Eco-Friendly – Car Thinking for the Future
We’re a fairly vigilant and self-aware species, with these attributes allowing us to know that not everything is as sound with our natural world as it should be. Environmental awareness has built steadily over the past several decades, and we’re at the point now where we understand that what we do can and will have a major impact on the world around us. Our relationship with the environment isn’t an outsider role, either, as we’re direct members of the greater environment, and the issues that plague it will inevitably cause major problems for us as well.
The biggest issue facing the stability of the natural world is, of course, pollution, with one of the greatest sources of pollution being the vehicles we drive every day. However, with our self-awareness and ability to observe and detect has come an extraordinary capacity for clever innovation, something that has been applied to the automotive industry and that we, on an individual basis, can apply for ourselves.
Designing Green Cars:
Perhaps the most well-known eco-friendly car is the hybrid. A hybrid vehicle is simply a combination of a more traditional combustion-type engine and an electric battery. These vehicles typically work by creating energy each time you press the brake, and then storing this energy in a battery that can be used in lieu of fuel.

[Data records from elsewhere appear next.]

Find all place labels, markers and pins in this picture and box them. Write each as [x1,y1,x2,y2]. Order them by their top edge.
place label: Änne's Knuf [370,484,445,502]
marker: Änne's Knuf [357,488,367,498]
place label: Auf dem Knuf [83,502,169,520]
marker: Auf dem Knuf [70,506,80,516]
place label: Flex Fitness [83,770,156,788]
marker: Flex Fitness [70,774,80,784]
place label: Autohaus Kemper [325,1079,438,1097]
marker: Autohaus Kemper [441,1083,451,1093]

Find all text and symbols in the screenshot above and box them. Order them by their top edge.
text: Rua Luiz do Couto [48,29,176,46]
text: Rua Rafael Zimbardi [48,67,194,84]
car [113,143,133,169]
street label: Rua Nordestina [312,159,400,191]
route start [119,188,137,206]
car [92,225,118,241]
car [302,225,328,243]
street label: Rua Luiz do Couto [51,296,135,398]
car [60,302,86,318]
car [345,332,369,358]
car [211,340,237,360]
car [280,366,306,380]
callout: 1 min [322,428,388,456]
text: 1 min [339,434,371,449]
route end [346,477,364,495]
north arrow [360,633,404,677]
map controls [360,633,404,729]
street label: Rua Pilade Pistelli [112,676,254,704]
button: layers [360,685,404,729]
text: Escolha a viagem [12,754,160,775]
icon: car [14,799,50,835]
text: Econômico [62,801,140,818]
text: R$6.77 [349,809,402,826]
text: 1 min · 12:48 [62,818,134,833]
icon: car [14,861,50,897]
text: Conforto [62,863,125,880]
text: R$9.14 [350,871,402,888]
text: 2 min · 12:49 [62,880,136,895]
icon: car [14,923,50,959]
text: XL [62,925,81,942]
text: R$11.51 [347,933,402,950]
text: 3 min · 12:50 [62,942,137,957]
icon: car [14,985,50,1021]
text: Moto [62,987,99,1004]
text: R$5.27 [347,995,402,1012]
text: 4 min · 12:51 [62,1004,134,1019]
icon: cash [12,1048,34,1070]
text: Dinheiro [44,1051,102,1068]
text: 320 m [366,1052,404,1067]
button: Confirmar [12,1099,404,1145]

Other vehicles operate under completely different systems, such as electric or hydrogen. These systems create energy with little or no harmful emissions and through the use of renewable energy. Many automotive companies are also investing more in the creation of flex vehicles, which can operate through the use of either regular gasoline combustion or through the use of biodiesel or ethanol.
Taking Things into Your Own Hands:
You don’t necessarily have to go out and get rid of your car in order to purchase a more eco-friendly designed model, as there’s a lot that you can do yourself to improve the environmental footprint of your car. Something that can make a big impact is to reduce how much weight your car is carrying. This can be achieved by trading out various parts of your car for lightweight counterparts, from nuts and bolts all the way to the body components of your car. The less your car weighs, the less fuel it has to burn in order to get you down the road.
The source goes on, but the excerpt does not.